Come utilizzare la piastra metallica in zinco sabbiato con allumina fusa marrone/BFA?

Le principali applicazioni del corindone marrone nella sabbiatura delle lamiere di zinco

Lo scopo principale della sabbiatura di lamiere di zinco non è in genere quello di rimuovere una grande quantità di materiale di base, ma piuttosto di ottenere uno specifico effetto superficiale. Grazie alle sue proprietà uniche, il corindone marrone è particolarmente adatto per i seguenti scopi:

Pulizia e decontaminazione: rimuove strati di ossido, leggere macchie d’olio, impurità e altri contaminanti dalla superficie della lamiera di zinco durante il trasporto e lo stoccaggio, fornendo una base assolutamente pulita per la successiva verniciatura o incollaggio.

Irruvidimento superficiale: questa è l’applicazione principale. La sabbiatura crea un motivo di ancoraggio uniforme e leggermente ruvido sulla superficie liscia dello zinco. Ciò aumenta significativamente la superficie, migliorando l’adesione tra vernice, rivestimenti o adesivi e la lamiera di zinco e prevenendo il distacco del rivestimento.

Ottenere un aspetto uniforme: elimina i difetti superficiali come segni di stampi e saldature, ottenendo una finitura opaca e uniforme su grandi lotti di lamiera di zinco.

Finiture decorative: è possibile creare diverse finiture opache o satinate per soddisfare le esigenze estetiche di applicazioni quali l’architettura e gli elettrodomestici.

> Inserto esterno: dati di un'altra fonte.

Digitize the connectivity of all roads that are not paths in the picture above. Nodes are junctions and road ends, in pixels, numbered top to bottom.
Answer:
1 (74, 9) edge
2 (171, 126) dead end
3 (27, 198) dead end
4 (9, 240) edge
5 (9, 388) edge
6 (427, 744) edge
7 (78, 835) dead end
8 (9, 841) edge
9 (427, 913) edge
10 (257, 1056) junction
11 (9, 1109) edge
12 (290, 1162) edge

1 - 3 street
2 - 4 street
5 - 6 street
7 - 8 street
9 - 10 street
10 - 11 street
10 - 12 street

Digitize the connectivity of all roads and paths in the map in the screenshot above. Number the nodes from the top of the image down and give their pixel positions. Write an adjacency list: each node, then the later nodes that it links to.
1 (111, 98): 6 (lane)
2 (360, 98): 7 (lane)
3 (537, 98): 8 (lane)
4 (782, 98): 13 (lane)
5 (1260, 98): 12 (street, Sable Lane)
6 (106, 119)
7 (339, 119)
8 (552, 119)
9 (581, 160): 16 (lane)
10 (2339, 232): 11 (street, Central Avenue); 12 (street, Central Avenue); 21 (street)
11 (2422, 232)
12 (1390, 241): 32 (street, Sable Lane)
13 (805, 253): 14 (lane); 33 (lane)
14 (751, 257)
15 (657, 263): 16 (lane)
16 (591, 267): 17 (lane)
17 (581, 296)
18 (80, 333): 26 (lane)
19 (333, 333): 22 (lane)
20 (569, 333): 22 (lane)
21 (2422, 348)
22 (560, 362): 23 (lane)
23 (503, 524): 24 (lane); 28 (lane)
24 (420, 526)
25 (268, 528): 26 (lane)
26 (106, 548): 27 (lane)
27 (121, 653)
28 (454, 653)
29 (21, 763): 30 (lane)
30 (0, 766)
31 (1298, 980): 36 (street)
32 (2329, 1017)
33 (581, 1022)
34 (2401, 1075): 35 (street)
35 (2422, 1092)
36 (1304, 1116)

II. Processo di applicazione e parametri chiave
L’applicazione del corindone marrone per la sabbiatura delle lastre di zinco richiede un sistema di sabbiatura standard e un rigoroso controllo del processo.

Processo di base:
Aria compressa → Regolazione della pressione → Iniezione di abrasivo di corindone marrone → Accelerazione attraverso l’ugello → Impatto sulla superficie della lamiera di zinco

Perché scegliere il corindone marrone?

Rispetto ad altri abrasivi, il corindone marrone offre vantaggi unici per la sabbiatura delle lastre di zinco:

Elevata durezza e angolarità: il corindone marrone ha una durezza Mohs di 9,0, seconda solo al diamante e al carburo di silicio. I suoi grani angolari e affilati tagliano e irruvidiscono efficacemente la superficie dello zinco, creando la struttura di ancoraggio ideale.

Buona tenacità: non si rompe facilmente e può essere riutilizzato un elevato numero di volte (in genere 2-4 volte, a seconda della pressione e della pulizia), riducendo i costi operativi complessivi.

Bassa impurità e bassa contaminazione: il corindone marrone è di elevata purezza, con conseguenti residui minimi dopo la sabbiatura e nessuna contaminazione da ioni di ferro sulla superficie della piastra di zinco (prevenendo la “ruggine superficiale”), fattore fondamentale per una successiva verniciatura di alta qualità.

Elevata efficienza: grazie alla sua durezza e tenacità, nelle stesse condizioni, può raggiungere la rugosità desiderata più velocemente di alcuni abrasivi morbidi.